Interesting, but not what I was getting at. The Declaration's words are not as important as its effect, and its effect was tailored to respond to a very specific set of circumstances. The whereas clauses of the Declaration are where the real heart of the document are found. The ideological posturing -- the Enlightenment rhetoric, the abstract discussion of rights -- are pleading components based on English history and then-contemporary political philosophy.

What the whereas sections tell us is that the Declaration and American independence were reactive ssteps, not proactive ones. The colonists were responding to a series of royal attacks -- they were anticipating a huge influx of Royal troops, most of them German mercenaries, to land and begin operations against colonial settlements. War on the part of the Crown against the colonies was a reality and had been for over a year before independence was declared. That's the essential context to the document that most discussions miss out on. That's the reality that the Declaration was addressing. That's what we have to keep in mind when we are talking about the Declaration, its language, and its meaning.

Tom Van Dyke said...

I read on the internet the 3rd section of the book is how Congress altered Jefferson's text---which he wasn't very happy about, and also contradicts modern hagiography, since that's his biggest accomplishment to my mind. Looking forward to your report.

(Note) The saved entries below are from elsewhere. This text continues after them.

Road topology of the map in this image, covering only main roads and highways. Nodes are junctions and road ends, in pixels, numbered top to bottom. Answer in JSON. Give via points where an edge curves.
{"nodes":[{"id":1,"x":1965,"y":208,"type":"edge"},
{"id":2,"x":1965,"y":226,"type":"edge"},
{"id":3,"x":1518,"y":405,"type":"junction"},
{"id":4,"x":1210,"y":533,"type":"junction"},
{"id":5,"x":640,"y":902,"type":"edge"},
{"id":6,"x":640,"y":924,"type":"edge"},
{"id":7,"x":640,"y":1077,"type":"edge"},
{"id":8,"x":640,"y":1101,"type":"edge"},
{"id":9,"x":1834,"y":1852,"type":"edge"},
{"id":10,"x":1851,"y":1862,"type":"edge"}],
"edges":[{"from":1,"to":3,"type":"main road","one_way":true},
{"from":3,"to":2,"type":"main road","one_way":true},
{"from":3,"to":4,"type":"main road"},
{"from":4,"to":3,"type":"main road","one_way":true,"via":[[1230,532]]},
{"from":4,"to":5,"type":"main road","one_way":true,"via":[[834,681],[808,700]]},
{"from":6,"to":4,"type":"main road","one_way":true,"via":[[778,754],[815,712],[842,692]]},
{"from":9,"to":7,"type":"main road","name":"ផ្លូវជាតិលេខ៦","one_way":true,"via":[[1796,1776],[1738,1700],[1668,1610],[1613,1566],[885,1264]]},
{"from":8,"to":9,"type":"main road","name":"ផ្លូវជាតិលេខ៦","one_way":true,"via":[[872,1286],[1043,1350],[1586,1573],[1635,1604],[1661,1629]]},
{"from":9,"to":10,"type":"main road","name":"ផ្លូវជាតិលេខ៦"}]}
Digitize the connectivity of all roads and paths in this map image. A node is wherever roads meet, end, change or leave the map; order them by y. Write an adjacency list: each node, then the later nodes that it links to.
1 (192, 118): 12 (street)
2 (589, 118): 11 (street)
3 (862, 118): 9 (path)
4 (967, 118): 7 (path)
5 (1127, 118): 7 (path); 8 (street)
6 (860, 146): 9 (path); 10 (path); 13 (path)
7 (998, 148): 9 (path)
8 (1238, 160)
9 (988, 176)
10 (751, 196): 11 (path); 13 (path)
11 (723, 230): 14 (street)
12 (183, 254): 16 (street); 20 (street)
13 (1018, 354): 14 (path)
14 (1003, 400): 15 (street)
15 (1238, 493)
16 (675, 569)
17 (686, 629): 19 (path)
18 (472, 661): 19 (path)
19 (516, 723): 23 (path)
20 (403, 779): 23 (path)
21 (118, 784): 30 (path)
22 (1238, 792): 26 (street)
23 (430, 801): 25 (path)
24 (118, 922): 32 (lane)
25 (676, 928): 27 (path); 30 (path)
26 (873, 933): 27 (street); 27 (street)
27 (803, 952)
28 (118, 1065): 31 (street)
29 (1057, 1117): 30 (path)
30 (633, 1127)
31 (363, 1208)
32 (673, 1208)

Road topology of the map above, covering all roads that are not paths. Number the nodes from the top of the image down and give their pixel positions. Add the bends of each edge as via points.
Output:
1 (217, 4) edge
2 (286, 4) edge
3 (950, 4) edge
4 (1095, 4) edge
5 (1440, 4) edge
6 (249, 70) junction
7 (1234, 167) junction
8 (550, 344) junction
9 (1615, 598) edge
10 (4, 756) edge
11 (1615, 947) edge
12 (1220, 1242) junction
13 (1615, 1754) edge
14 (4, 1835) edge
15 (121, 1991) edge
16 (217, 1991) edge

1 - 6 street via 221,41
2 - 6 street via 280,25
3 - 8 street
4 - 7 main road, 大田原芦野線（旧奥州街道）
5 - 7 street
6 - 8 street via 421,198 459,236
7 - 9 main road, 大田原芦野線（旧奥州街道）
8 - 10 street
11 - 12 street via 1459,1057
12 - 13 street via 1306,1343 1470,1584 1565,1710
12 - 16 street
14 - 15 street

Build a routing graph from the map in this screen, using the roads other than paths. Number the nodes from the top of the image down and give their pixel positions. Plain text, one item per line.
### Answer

[Very interesting essay here, by someone with no skin in the game, and well worth a look for readers of this blog.

http://www.sullivan-county.com/deism.htm

It also mentions in passing that the "nature's God" riff originates with Blackstone, not TJ.

Most interesting is it separating the British "Age of Reason" from "the Enlightenment," the rather unfortunate French version. I find that a useful distinction.]

Pinky said...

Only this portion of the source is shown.